The Din Lligwy Ancient Village, or as sometimes called the Din Lligwy Hut Group is located on the outskirts of Moelfre close to the north east coast of Anglesey, North Wales. If you are visiting Anglesey and you are able to visit just one archaeological site then I would have to recommend that you visited Din Lligwy.|
The Din Lligwy site is a well preserved example of the type of settlement built by the native population of Anglesey during the latter part of the Roman occupation of Wales. But the origins of the settlement may well go back into the iron age and it was probably a small farming community.
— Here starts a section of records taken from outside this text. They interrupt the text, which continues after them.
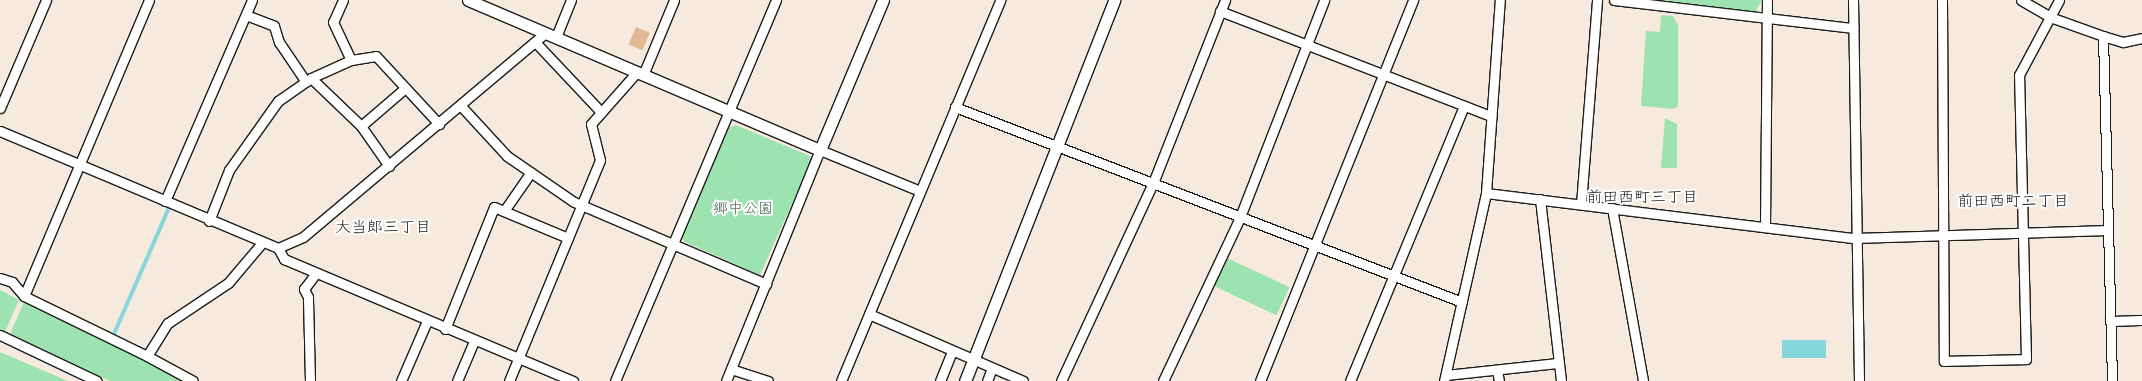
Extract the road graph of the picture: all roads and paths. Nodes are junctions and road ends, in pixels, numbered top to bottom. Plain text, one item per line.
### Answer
1 (46, 0) edge
2 (149, 0) edge
3 (252, 0) edge
4 (343, 0) edge
5 (468, 0) edge
6 (571, 0) edge
7 (674, 0) edge
8 (776, 0) edge
9 (883, 0) edge
10 (1114, 0) edge
11 (1225, 0) edge
12 (1324, 0) edge
13 (1413, 0) edge
14 (1500, 0) edge
15 (1597, 0) edge
16 (1614, 0) edge
17 (1767, 0) edge
18 (1853, 0) edge
19 (1942, 0) edge
20 (2020, 0) edge
21 (2059, 0) edge
22 (996, 1) edge
23 (1220, 11) junction
24 (246, 15) junction
25 (2050, 17) junction
26 (1765, 18) junction
27 (1853, 28) junction
28 (550, 35) junction
29 (2102, 36) junction
30 (2142, 38) edge
31 (536, 43) junction
32 (1307, 44) junction
33 (351, 60) junction
34 (640, 73) junction
35 (1384, 74) junction
36 (308, 80) junction
37 (404, 89) junction
38 (461, 106) junction
39 (1464, 106) junction
40 (955, 107) junction
41 (0, 108) edge
42 (728, 111) junction
43 (601, 112) junction
44 (1491, 116) junction
45 (439, 124) junction
46 (361, 126) junction
47 (0, 131) edge
48 (1057, 146) junction
49 (820, 150) junction
50 (77, 164) junction
51 (389, 166) junction
52 (531, 172) junction
53 (1152, 183) junction
54 (920, 191) junction
55 (1486, 193) junction
56 (1540, 199) junction
57 (165, 201) junction
58 (1581, 204) junction
59 (581, 205) junction
60 (1612, 208) junction
61 (504, 211) junction
62 (1240, 217) junction
63 (209, 220) junction
64 (1764, 227) junction
65 (2108, 230) junction
66 (2023, 233) junction
67 (1942, 235) junction
68 (568, 238) junction
69 (1854, 238) junction
70 (260, 244) junction
71 (673, 244) junction
72 (1316, 246) junction
73 (278, 248) junction
74 (316, 273) junction
75 (1394, 276) junction
76 (0, 278) edge
77 (12, 282) junction
78 (766, 284) junction
79 (0, 285) edge
80 (24, 296) junction
81 (1462, 302) junction
82 (869, 314) junction
83 (2142, 320) edge
84 (427, 321) junction
85 (2110, 321) junction
86 (445, 329) junction
87 (0, 335) edge
88 (474, 341) junction
89 (952, 351) junction
90 (147, 356) junction
91 (518, 360) junction
92 (973, 360) junction
93 (1557, 364) junction
94 (731, 368) junction
95 (992, 368) junction
96 (1497, 370) junction
97 (1445, 378) edge
98 (97, 381) edge
99 (193, 381) edge
100 (310, 381) edge
101 (401, 381) edge
102 (457, 381) edge
103 (509, 381) edge
104 (573, 381) edge
105 (615, 381) edge
106 (726, 381) edge
107 (768, 381) edge
108 (841, 381) edge
109 (940, 381) edge
110 (965, 381) edge
111 (988, 381) edge
112 (1023, 381) edge
113 (1061, 381) edge
114 (1163, 381) edge
115 (1260, 381) edge
116 (1350, 381) edge
117 (1499, 381) edge
118 (1561, 381) edge
119 (1643, 381) edge
120 (1859, 381) edge
121 (2112, 381) edge

1 - 41 street
2 - 50 street
3 - 24 street
4 - 33 street
5 - 28 street
6 - 28 street
7 - 34 street
8 - 42 street
9 - 49 street
10 - 48 street
11 - 23 street
12 - 32 street
13 - 35 street
14 - 44 street
15 - 58 street
16 - 26 street
17 - 26 street
18 - 27 street
19 - 67 street
20 - 25 street
21 - 25 street
22 - 40 street
23 - 32 street
23 - 53 street
24 - 36 street
24 - 57 street
25 - 29 street
25 - 66 street
26 - 27 street
26 - 64 street
27 - 69 street
28 - 31 street
28 - 34 street
29 - 30 street
29 - 65 street
31 - 38 street
31 - 43 street
32 - 35 street
32 - 62 street
33 - 36 street
33 - 37 street
34 - 42 street
34 - 43 street
35 - 39 street
35 - 72 street
36 - 46 street
36 - 63 street
37 - 45 street
37 - 46 street
38 - 45 street
38 - 52 street
39 - 44 street
39 - 75 street
40 - 48 street
40 - 54 street
42 - 49 street
42 - 71 street
43 - 59 street
44 - 55 street
45 - 51 street
46 - 51 street
47 - 50 street
48 - 53 street
48 - 92 street
49 - 54 street
49 - 78 street
50 - 57 street
50 - 80 street
51 - 73 street
52 - 59 street
52 - 61 street
53 - 62 street
53 - 113 street
54 - 82 street
55 - 56 street
55 - 81 street
56 - 58 street
56 - 93 street
57 - 63 street
58 - 60 street
59 - 68 street
59 - 71 street
60 - 64 street
60 - 119 street
61 - 68 street
61 - 86 street
62 - 72 street
62 - 114 street
63 - 70 street
64 - 69 street
65 - 66 street
65 - 85 street
66 - 67 street
66 - 67 street
67 - 69 street
68 - 91 street
69 - 120 street
70 - 73 street
70 - 90 street
71 - 78 street
71 - 105 street
72 - 75 street
72 - 115 street
73 - 74 street
74 - 84 street
74 - 100 street
75 - 81 street
75 - 116 street
76 - 77 street
77 - 79 street
77 - 80 street
78 - 94 street
80 - 90 street
81 - 97 street
82 - 89 street
82 - 108 street
83 - 85 street
84 - 86 street
84 - 101 street
85 - 121 street
86 - 88 street
87 - 98 street
88 - 91 street
88 - 102 street
89 - 92 street
89 - 109 street
90 - 99 street
91 - 103 street
91 - 104 street
92 - 95 street
92 - 110 street
93 - 96 street
93 - 118 street
94 - 106 street
94 - 107 street
95 - 111 street
95 - 112 street
96 - 97 street
96 - 117 street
The name Din refers to its surrounding protective wall, although the site cannot really be considered defensive in character.|
For a pre-Roman site, a great deal remains including the enclosing wall and the foundations of many buildings, many of them with substantial and well made foundations constructed from the local limestone. The massive outer protective wall is almost intact although much reduced in height. Within the wall the settlement consists of round and rectangular huts, probably not all put up at the same time. The principle period of occupation was during the 4th century AD. |
The settlement is one of several in the Lligwy Valley. Excavations in 1905 -07 produced hundreds of Roman pot sherds of the 3rd and 4th Centuries AD, many repaired with iron clamps. The most important economic activity appears to have been iron working, smithing and perhaps smelting. From excavation, it seems that the round structures were probably houses and the rectangular ones barns or workshops.